8. Differences between IRIs, CURIEs, and labels¶
A uniform resource identifier (URI) is a string of characters used to identify a name or a resource.
A URL is a URI that, in addition to identifying a network-homed resource, specifies the means of acting upon or obtaining the representation.
A URL such as this one:
has three main parts:
- Protocol, e.g. https
- Host, e.g. github.com
- Path, e.g. /obophenotype/uberon/blob/master/uberon_edit.obo
The protocol tells you how to get the resource. Common protocols for web pages are http (HyperText Transfer Protocol) and https (HTTP Secure). The host is the name of the server to contact (the where), which can be a numeric IP address, but is more often a domain name. The path is the name of the resource on that server (the what), here the Uberon anatomy ontology file.
A Internationalized Resource Identifiers (IRI) is an internet protocol standard that allows permitted characters from a wide range of scripts. While URIs are limited to a subset of the ASCII character set, IRIs may contain characters from the Universal Character Set (Unicode/ISO 10646), including Chinese or Japanese kanji, Korean, Cyrillic characters, and so forth.

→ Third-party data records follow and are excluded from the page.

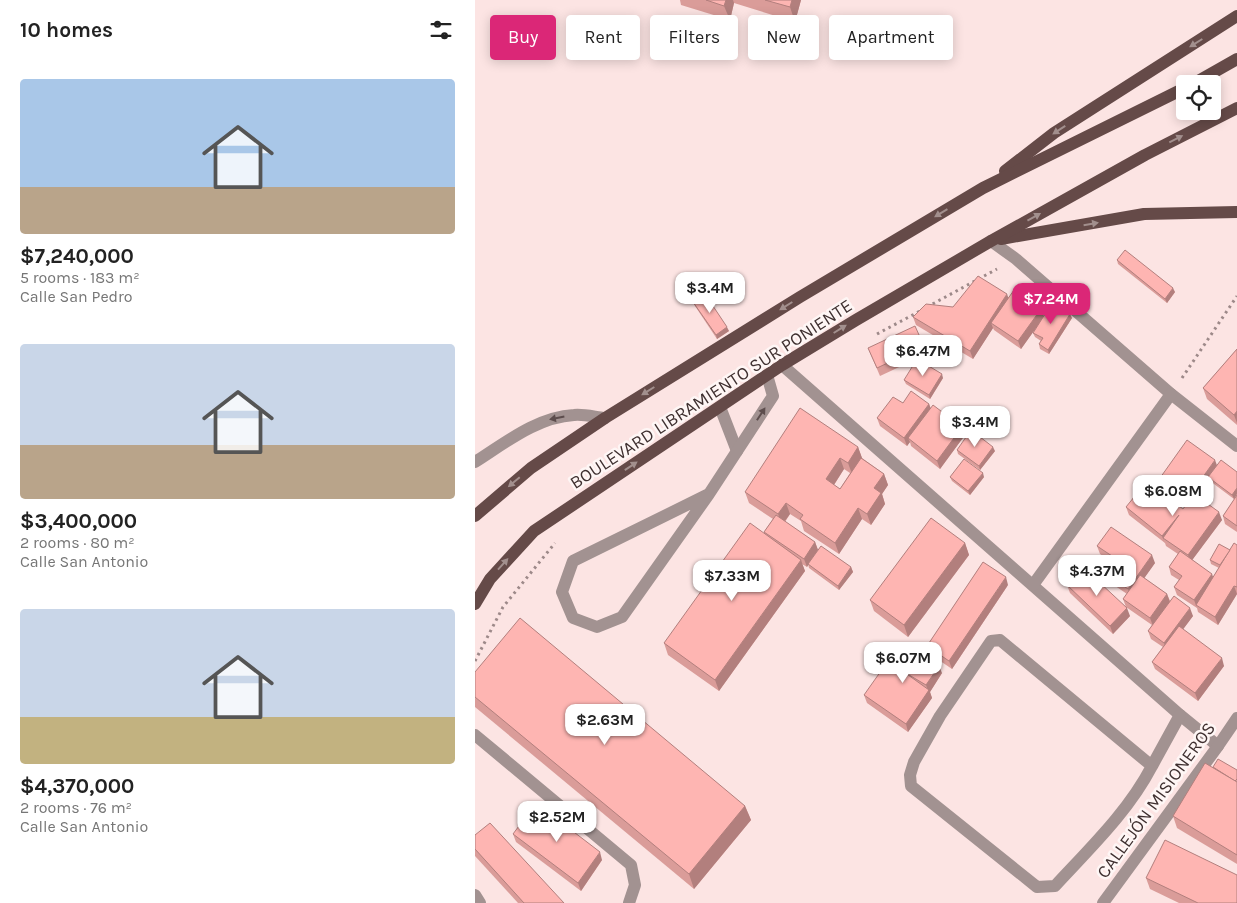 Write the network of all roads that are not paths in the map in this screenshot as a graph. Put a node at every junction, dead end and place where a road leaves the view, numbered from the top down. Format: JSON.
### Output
{"nodes":[{"id":1,"x":1237,"y":16,"type":"edge"},
{"id":2,"x":1237,"y":59,"type":"edge"},
{"id":3,"x":1209,"y":75,"type":"edge"},
{"id":4,"x":1176,"y":92,"type":"edge"},
{"id":5,"x":1237,"y":108,"type":"edge"},
{"id":6,"x":983,"y":188,"type":"junction"},
{"id":7,"x":1237,"y":212,"type":"edge"},
{"id":8,"x":991,"y":241,"type":"junction"},
{"id":9,"x":782,"y":365,"type":"junction"},
{"id":10,"x":767,"y":375,"type":"junction"},
{"id":11,"x":1171,"y":394,"type":"junction"},
{"id":12,"x":720,"y":407,"type":"junction"},
{"id":13,"x":605,"y":418,"type":"junction"},
{"id":14,"x":1237,"y":446,"type":"edge"},
{"id":15,"x":737,"y":451,"type":"junction"},
{"id":16,"x":475,"y":462,"type":"edge"},
{"id":17,"x":709,"y":494,"type":"junction"},
{"id":18,"x":475,"y":516,"type":"edge"},
{"id":19,"x":1033,"y":585,"type":"junction"},
{"id":20,"x":475,"y":604,"type":"edge"},
{"id":21,"x":1180,"y":716,"type":"junction"},
{"id":22,"x":1237,"y":718,"type":"edge"},
{"id":23,"x":475,"y":735,"type":"edge"},
{"id":24,"x":1218,"y":746,"type":"junction"},
{"id":25,"x":1152,"y":766,"type":"junction"},
{"id":26,"x":475,"y":895,"type":"edge"},
{"id":27,"x":480,"y":903,"type":"edge"},
{"id":28,"x":629,"y":903,"type":"edge"},
{"id":29,"x":1103,"y":903,"type":"edge"}],
"edges":[{"from":1,"to":6,"type":"main road","one_way":true},
{"from":2,"to":3,"type":"main road"},
{"from":4,"to":6,"type":"main road"},
{"from":8,"to":5,"type":"main road","name":"BOULEVARD LIBRAMIENTO SUR PONIENTE","one_way":true},
{"from":6,"to":13,"type":"main road","name":"BOULEVARD LIBRAMIENTO SUR PONIENTE","one_way":true},
{"from":8,"to":7,"type":"main road","one_way":true},
{"from":9,"to":8,"type":"main road","name":"BOULEVARD LIBRAMIENTO SUR PONIENTE","one_way":true},
{"from":8,"to":11,"type":"street"},
{"from":9,"to":10,"type":"main road","name":"BOULEVARD LIBRAMIENTO SUR PONIENTE"},
{"from":9,"to":19,"type":"street"},
{"from":10,"to":12,"type":"main road","name":"BOULEVARD LIBRAMIENTO SUR PONIENTE"},
{"from":15,"to":10,"type":"street","one_way":true},
{"from":11,"to":14,"type":"street"},
{"from":11,"to":19,"type":"street"},
{"from":12,"to":15,"type":"street"},
{"from":20,"to":12,"type":"main road","name":"BOULEVARD LIBRAMIENTO SUR PONIENTE","one_way":true},
{"from":13,"to":16,"type":"street","one_way":true},
{"from":13,"to":18,"type":"main road","name":"BOULEVARD LIBRAMIENTO SUR PONIENTE","one_way":true},
{"from":15,"to":17,"type":"street"},
{"from":17,"to":17,"type":"street"},
{"from":19,"to":21,"type":"street"},
{"from":21,"to":24,"type":"street"},
{"from":21,"to":25,"type":"street"},
{"from":22,"to":24,"type":"street","name":"CALLEJÓN MISIONEROS"},
{"from":23,"to":28,"type":"street"},
{"from":24,"to":29,"type":"street","name":"CALLEJÓN MISIONEROS"},
{"from":25,"to":25,"type":"street"},
{"from":26,"to":27,"type":"street"}]}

It is defined by RFC 3987.
More information is available here.
A Compact URI (CURIE) consists of a prefix and a suffix, where the prefix stands in place of a longer base IRI.
By converting the prefix and appending the suffix we get back to full IRI. For example, if we define the obo prefix to stand in place of the IRI as: http://purl.obolibrary.org/obo/, then the CURIE obo:UBERON_0002280 can be expanded to http://purl.obolibrary.org/obo/UBERON_0002280, which is the UBERON Anatomy term for ‘otolith’. Any file that contains CURIEs need to define the prefixes in the file header.
A label is the textual, human readable name that is given to a term, class property or instance in an ontology.